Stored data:
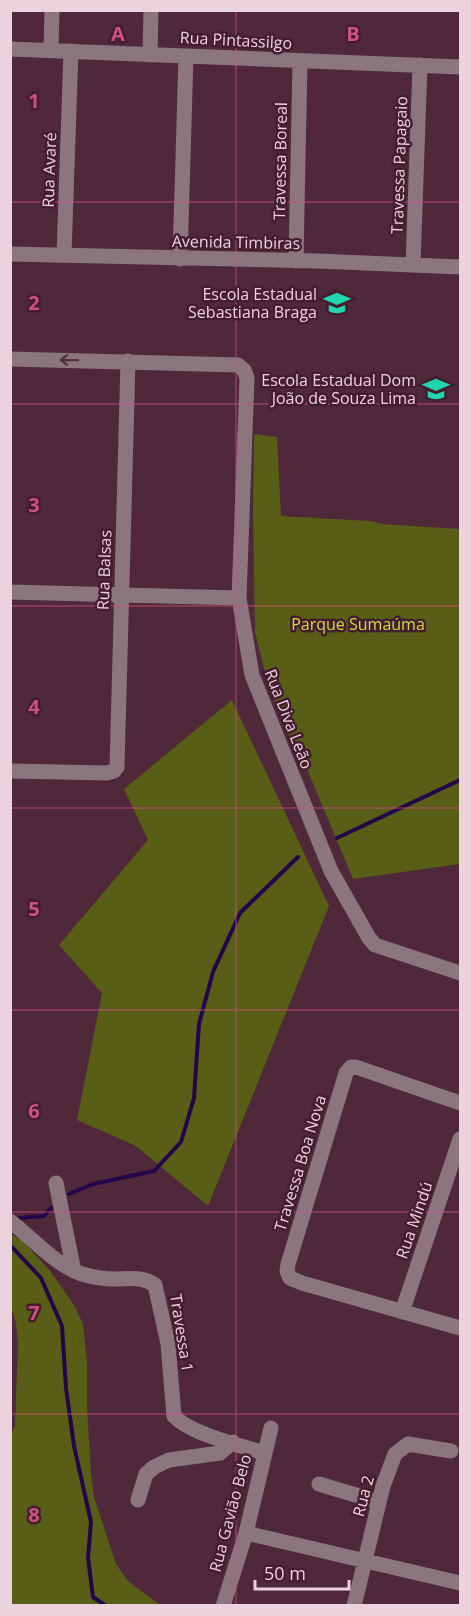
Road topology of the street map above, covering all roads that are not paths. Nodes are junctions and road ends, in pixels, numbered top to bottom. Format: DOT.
graph roads {
  1 [pos="52,10"];
  2 [pos="151,10"];
  3 [pos="10,49"];
  4 [pos="51,50"];
  5 [pos="71,51"];
  6 [pos="150,55"];
  7 [pos="186,56"];
  8 [pos="300,61"];
  9 [pos="420,65"];
  10 [pos="460,67"];
  11 [pos="10,254"];
  12 [pos="64,255"];
  13 [pos="180,259"];
  14 [pos="296,261"];
  15 [pos="413,265"];
  16 [pos="460,267"];
  17 [pos="10,359"];
  18 [pos="128,361"];
  19 [pos="10,592"];
  20 [pos="122,594"];
  21 [pos="239,598"];
  22 [pos="10,771"];
  23 [pos="460,973"];
  24 [pos="460,1102"];
  25 [pos="460,1139"];
  26 [pos="56,1183"];
  27 [pos="10,1221"];
  28 [pos="74,1271"];
  29 [pos="402,1312"];
  30 [pos="460,1328"];
  31 [pos="271,1428"];
  32 [pos="233,1442"];
  33 [pos="451,1451"];
  34 [pos="264,1453"];
  35 [pos="320,1484"];
  36 [pos="138,1500"];
  37 [pos="379,1502"];
  38 [pos="246,1533"];
  39 [pos="365,1561"];
  40 [pos="460,1583"];
  41 [pos="223,1605"];
  42 [pos="354,1605"];
  1 -- 4 [label="street"];
  2 -- 6 [label="street"];
  3 -- 4 [label="street, Rua Pintassilgo"];
  4 -- 5 [label="street, Rua Pintassilgo"];
  5 -- 6 [label="street, Rua Pintassilgo"];
  5 -- 12 [label="street, Rua Avaré"];
  6 -- 7 [label="street, Rua Pintassilgo"];
  7 -- 8 [label="street, Rua Pintassilgo"];
  7 -- 13 [label="street"];
  8 -- 9 [label="street, Rua Pintassilgo"];
  8 -- 14 [label="street, Travessa Boreal"];
  9 -- 10 [label="street, Rua Pintassilgo"];
  9 -- 15 [label="street, Travessa Papagaio"];
  11 -- 12 [label="street, Avenida Timbiras"];
  12 -- 13 [label="street, Avenida Timbiras"];
  13 -- 14 [label="street, Avenida Timbiras"];
  14 -- 15 [label="street, Avenida Timbiras"];
  15 -- 16 [label="street, Avenida Timbiras"];
  18 -- 17 [label="street, one-way"];
  18 -- 20 [label="street, Rua Balsas"];
  18 -- 21 [label="street, Rua Diva Leão"];
  19 -- 20 [label="street"];
  20 -- 21 [label="street"];
  20 -- 22 [label="street, Rua Balsas"];
  21 -- 23 [label="street, Rua Diva Leão"];
  24 -- 29 [label="street, Travessa Boa Nova"];
  25 -- 29 [label="street, Rua Mindú"];
  26 -- 28 [label="street"];
  27 -- 28 [label="street, Travessa 1"];
  28 -- 32 [label="street, Travessa 1"];
  29 -- 30 [label="street"];
  31 -- 34 [label="street, Rua Gavião Belo"];
  32 -- 34 [label="street, Travessa 1"];
  32 -- 36 [label="street"];
  33 -- 37 [label="street, Rua 2"];
  34 -- 38 [label="street, Rua Gavião Belo"];
  35 -- 37 [label="street"];
  37 -- 39 [label="street, Rua 2"];
  38 -- 39 [label="street"];
  38 -- 41 [label="street, Rua Gavião Belo"];
  39 -- 40 [label="street"];
  39 -- 42 [label="street, Rua 2"];
}
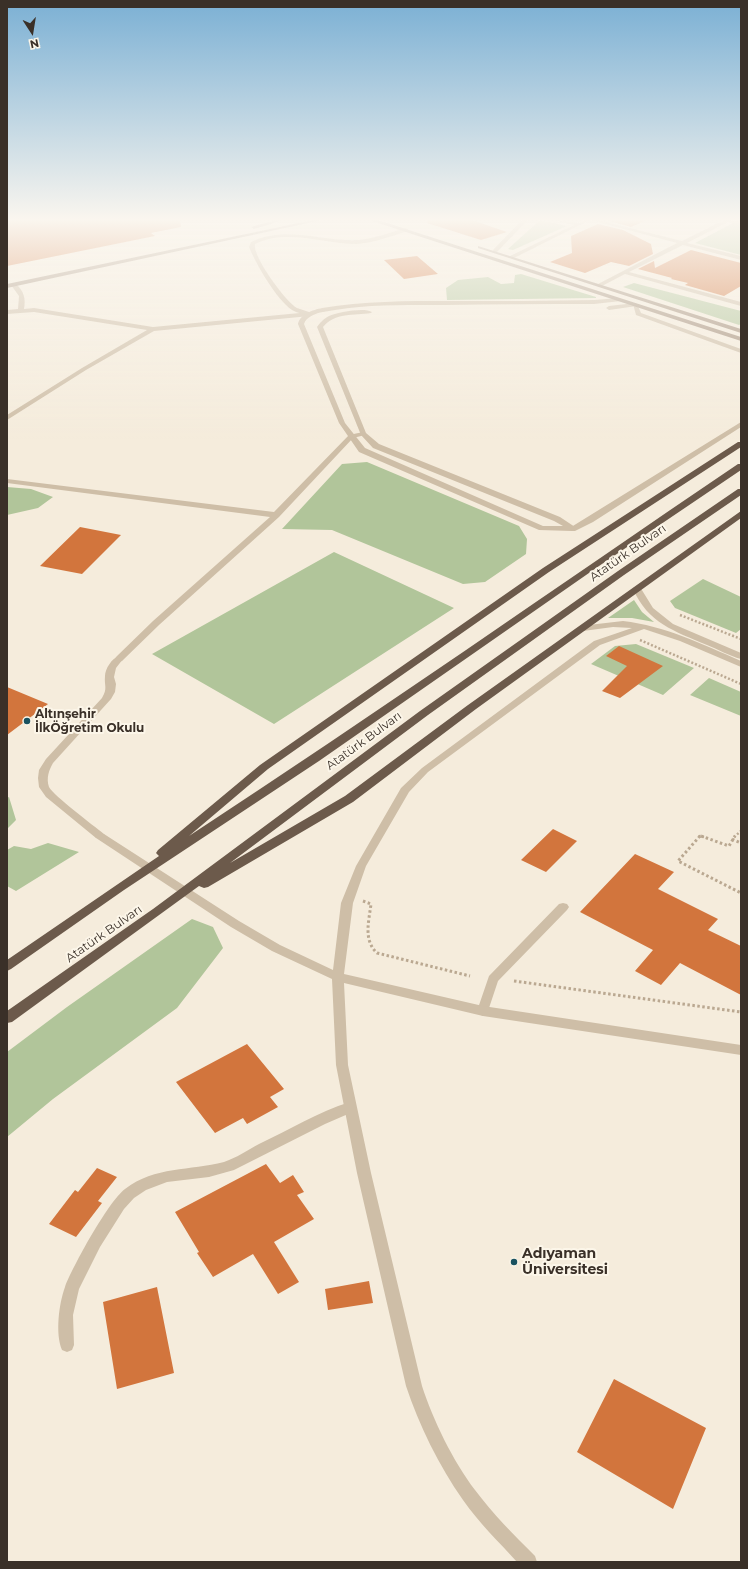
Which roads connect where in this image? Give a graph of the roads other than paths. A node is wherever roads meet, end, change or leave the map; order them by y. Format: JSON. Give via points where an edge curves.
{"nodes":[{"id":1,"x":21,"y":293,"type":"edge"},
{"id":2,"x":279,"y":293,"type":"edge"},
{"id":3,"x":598,"y":293,"type":"edge"},
{"id":4,"x":625,"y":293,"type":"edge"},
{"id":5,"x":701,"y":293,"type":"edge"},
{"id":6,"x":619,"y":300,"type":"junction"},
{"id":7,"x":741,"y":304,"type":"edge"},
{"id":8,"x":635,"y":305,"type":"junction"},
{"id":9,"x":21,"y":310,"type":"junction"},
{"id":10,"x":7,"y":312,"type":"edge"},
{"id":11,"x":310,"y":314,"type":"junction"},
{"id":12,"x":153,"y":329,"type":"junction"},
{"id":13,"x":741,"y":331,"type":"edge"},
{"id":14,"x":741,"y":339,"type":"edge"},
{"id":15,"x":741,"y":350,"type":"edge"},
{"id":16,"x":7,"y":418,"type":"edge"},
{"id":17,"x":741,"y":424,"type":"edge"},
{"id":18,"x":363,"y":434,"type":"junction"},
{"id":19,"x":351,"y":436,"type":"junction"},
{"id":20,"x":741,"y":444,"type":"edge"},
{"id":21,"x":741,"y":466,"type":"edge"},
{"id":22,"x":7,"y":481,"type":"edge"},
{"id":23,"x":741,"y":491,"type":"edge"},
{"id":24,"x":741,"y":514,"type":"edge"},
{"id":25,"x":276,"y":515,"type":"junction"},
{"id":26,"x":572,"y":529,"type":"junction"},
{"id":27,"x":637,"y":589,"type":"junction"},
{"id":28,"x":642,"y":627,"type":"junction"},
{"id":29,"x":583,"y":628,"type":"junction"},
{"id":30,"x":741,"y":656,"type":"edge"},
{"id":31,"x":741,"y":664,"type":"edge"},
{"id":32,"x":120,"y":887,"type":"junction"},
{"id":33,"x":563,"y":907,"type":"dead end"},
{"id":34,"x":157,"y":912,"type":"junction"},
{"id":35,"x":7,"y":966,"type":"edge"},
{"id":36,"x":338,"y":977,"type":"junction"},
{"id":37,"x":483,"y":1011,"type":"junction"},
{"id":38,"x":7,"y":1018,"type":"edge"},
{"id":39,"x":741,"y":1050,"type":"edge"},
{"id":40,"x":350,"y":1106,"type":"junction"},
{"id":41,"x":67,"y":1345,"type":"dead end"},
{"id":42,"x":529,"y":1562,"type":"edge"}],
"edges":[{"from":1,"to":9,"type":"street","via":[[23,302]]},
{"from":2,"to":11,"type":"street","via":[[295,309]]},
{"from":3,"to":6,"type":"main road"},
{"from":4,"to":13,"type":"main road"},
{"from":5,"to":7,"type":"street"},
{"from":6,"to":8,"type":"main road"},
{"from":6,"to":11,"type":"street","via":[[375,305],[340,307]]},
{"from":8,"to":14,"type":"main road"},
{"from":8,"to":15,"type":"street","via":[[638,314]]},
{"from":8,"to":18,"type":"street","via":[[594,309],[424,309],[332,316],[320,327]]},
{"from":9,"to":10,"type":"street"},
{"from":9,"to":12,"type":"street"},
{"from":11,"to":12,"type":"street"},
{"from":11,"to":19,"type":"street","via":[[302,320],[303,328],[342,422]]},
{"from":12,"to":16,"type":"street"},
{"from":17,"to":26,"type":"street"},
{"from":18,"to":19,"type":"street"},
{"from":18,"to":26,"type":"street","via":[[376,446],[557,519]]},
{"from":19,"to":25,"type":"street"},
{"from":19,"to":26,"type":"street","via":[[362,450],[542,528]]},
{"from":20,"to":32,"type":"highway","via":[[546,570],[264,767]]},
{"from":21,"to":32,"type":"highway","name":"Atatürk Bulvarı","via":[[315,759]]},
{"from":22,"to":25,"type":"street"},
{"from":23,"to":34,"type":"highway","name":"Atatürk Bulvarı","via":[[424,713]]},
{"from":24,"to":27,"type":"highway"},
{"from":25,"to":36,"type":"street","via":[[119,659],[109,677],[110,692],[106,699],[49,760],[42,779],[50,795],[100,836],[235,924],[276,948]]},
{"from":27,"to":29,"type":"highway"},
{"from":27,"to":30,"type":"street","via":[[651,613],[660,620]]},
{"from":28,"to":29,"type":"street","via":[[623,624]]},
{"from":28,"to":31,"type":"street","via":[[672,634]]},
{"from":28,"to":36,"type":"street","via":[[597,643],[425,770],[405,790],[361,866],[350,894]]},
{"from":29,"to":34,"type":"highway","via":[[349,799]]},
{"from":32,"to":35,"type":"highway","name":"Atatürk Bulvarı"},
{"from":33,"to":37,"type":"street","via":[[493,979]]},
{"from":34,"to":38,"type":"highway","name":"Atatürk Bulvarı"},
{"from":36,"to":37,"type":"street"},
{"from":36,"to":40,"type":"street","via":[[342,1065]]},
{"from":37,"to":39,"type":"street"},
{"from":40,"to":41,"type":"street","via":[[229,1166],[166,1176],[129,1194],[119,1204],[95,1243],[72,1288],[66,1316]]},
{"from":40,"to":42,"type":"street","via":[[420,1404],[443,1453],[469,1495]]}]}
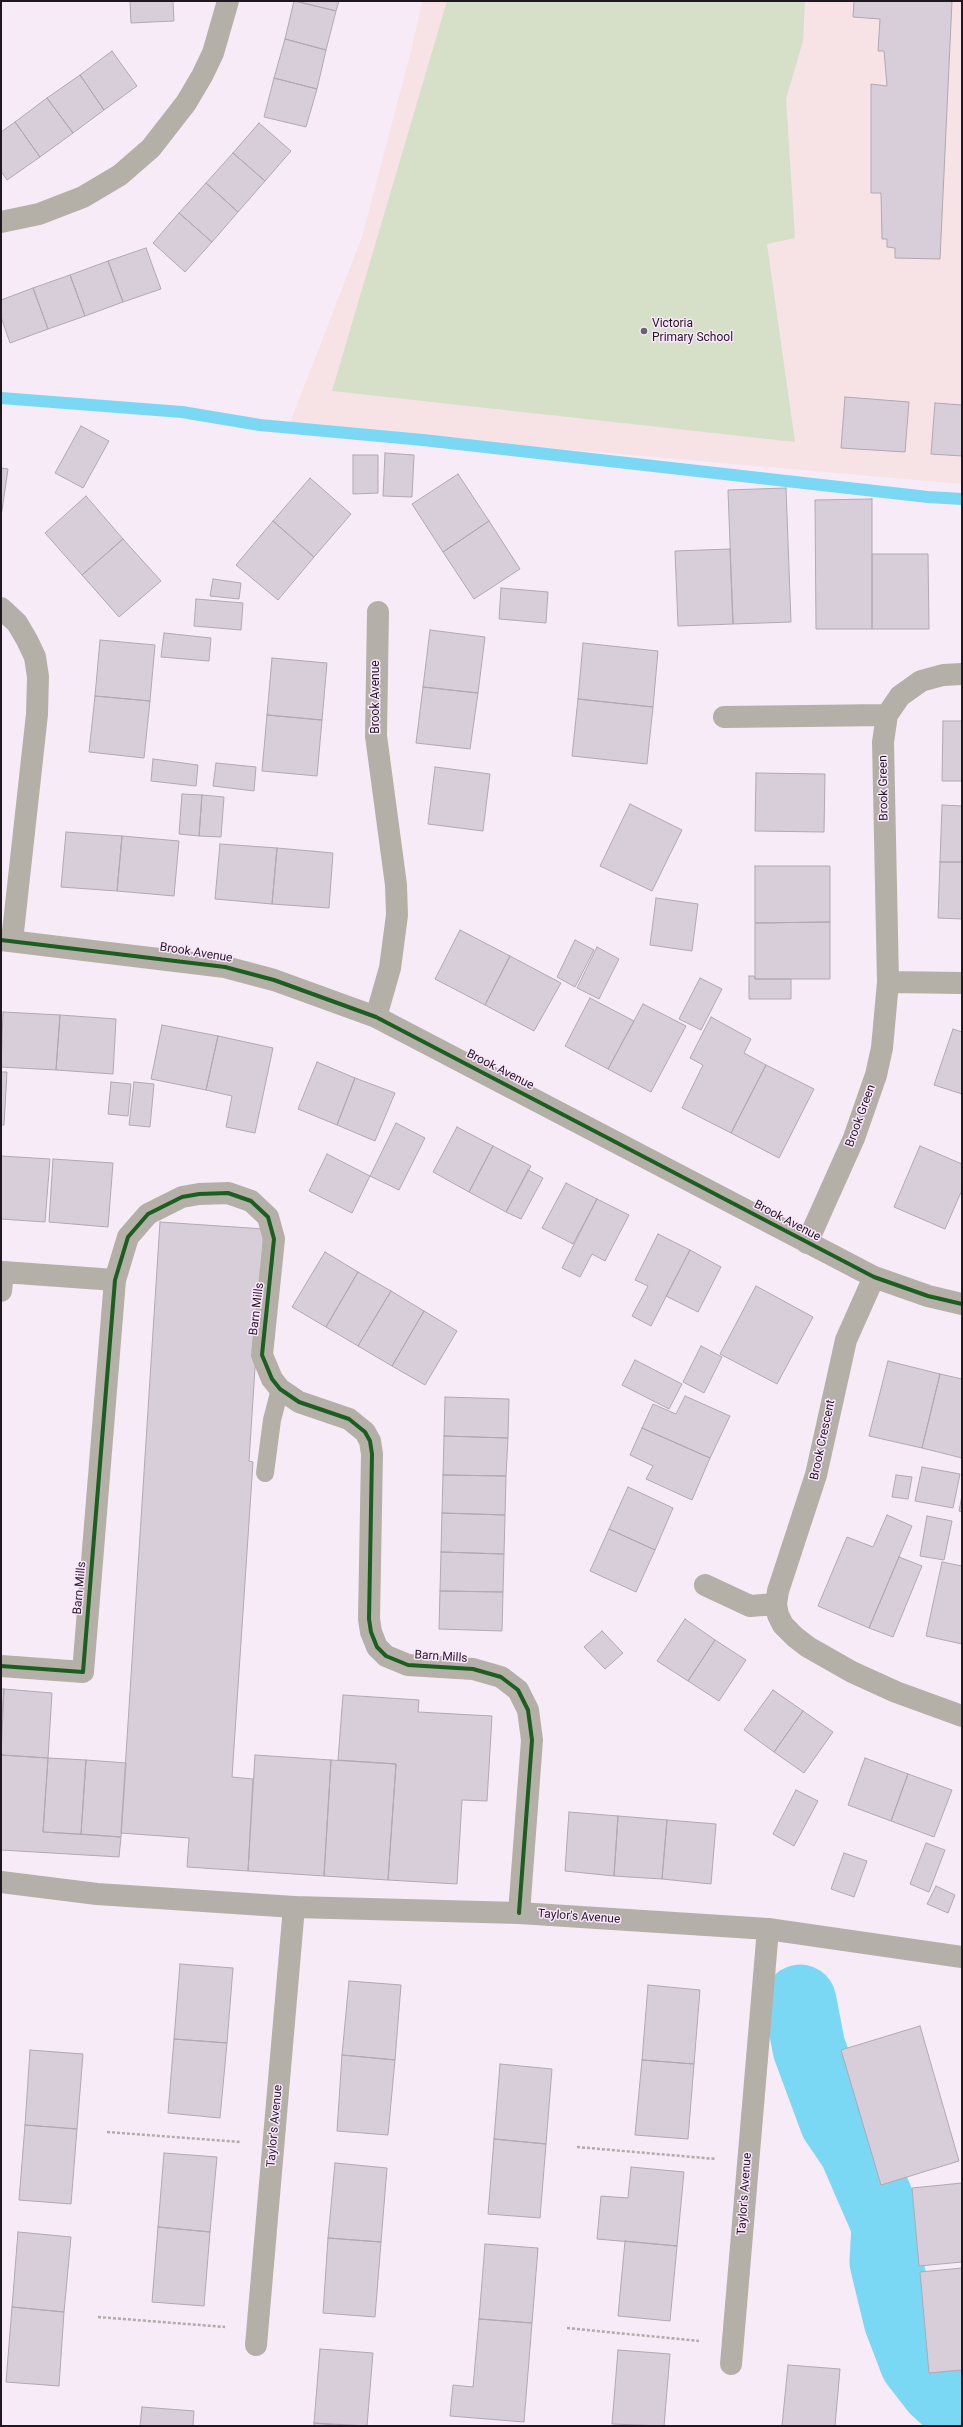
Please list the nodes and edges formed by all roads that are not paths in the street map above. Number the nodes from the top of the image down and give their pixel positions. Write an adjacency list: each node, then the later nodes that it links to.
1 (228, 1): 2 (street)
2 (1, 222)
3 (1, 608): 8 (street, Brook Avenue)
4 (378, 612): 11 (street, Brook Avenue)
5 (962, 674): 6 (street, Brook Green)
6 (887, 715): 7 (street); 9 (street, Brook Green)
7 (724, 717)
8 (6, 940): 11 (street, Brook Avenue)
9 (888, 982): 10 (street); 12 (street, Brook Green)
10 (962, 983)
11 (376, 1017): 12 (street, Brook Avenue)
12 (807, 1243): 13 (street, Brook Avenue)
13 (874, 1277): 16 (street, Brook Avenue); 20 (street, Brook Crescent)
14 (115, 1280): 15 (street); 17 (street, Barn Mills); 21 (street, Barn Mills)
15 (1, 1291)
16 (962, 1304)
17 (280, 1389): 18 (lane); 25 (street, Barn Mills)
18 (265, 1473)
19 (705, 1585): 20 (street)
20 (776, 1604): 22 (street, Brook Crescent)
21 (1, 1666)
22 (962, 1716)
23 (1, 1882): 24 (street, Taylor's Avenue)
24 (294, 1907): 25 (street, Taylor's Avenue); 28 (street, Taylor's Avenue)
25 (519, 1913): 26 (street, Taylor's Avenue)
26 (768, 1929): 27 (street, Taylor's Avenue); 29 (street, Taylor's Avenue)
27 (962, 1956)
28 (256, 2345)
29 (732, 2354)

== Description of the task ==
All of the lines above that carry the string "Travessa" need to be found and copied.

== Result ==
  8 -- 14 [label="street, Travessa Boreal"];
  9 -- 15 [label="street, Travessa Papagaio"];
  24 -- 29 [label="street, Travessa Boa Nova"];
  27 -- 28 [label="street, Travessa 1"];
  28 -- 32 [label="street, Travessa 1"];
  32 -- 34 [label="street, Travessa 1"];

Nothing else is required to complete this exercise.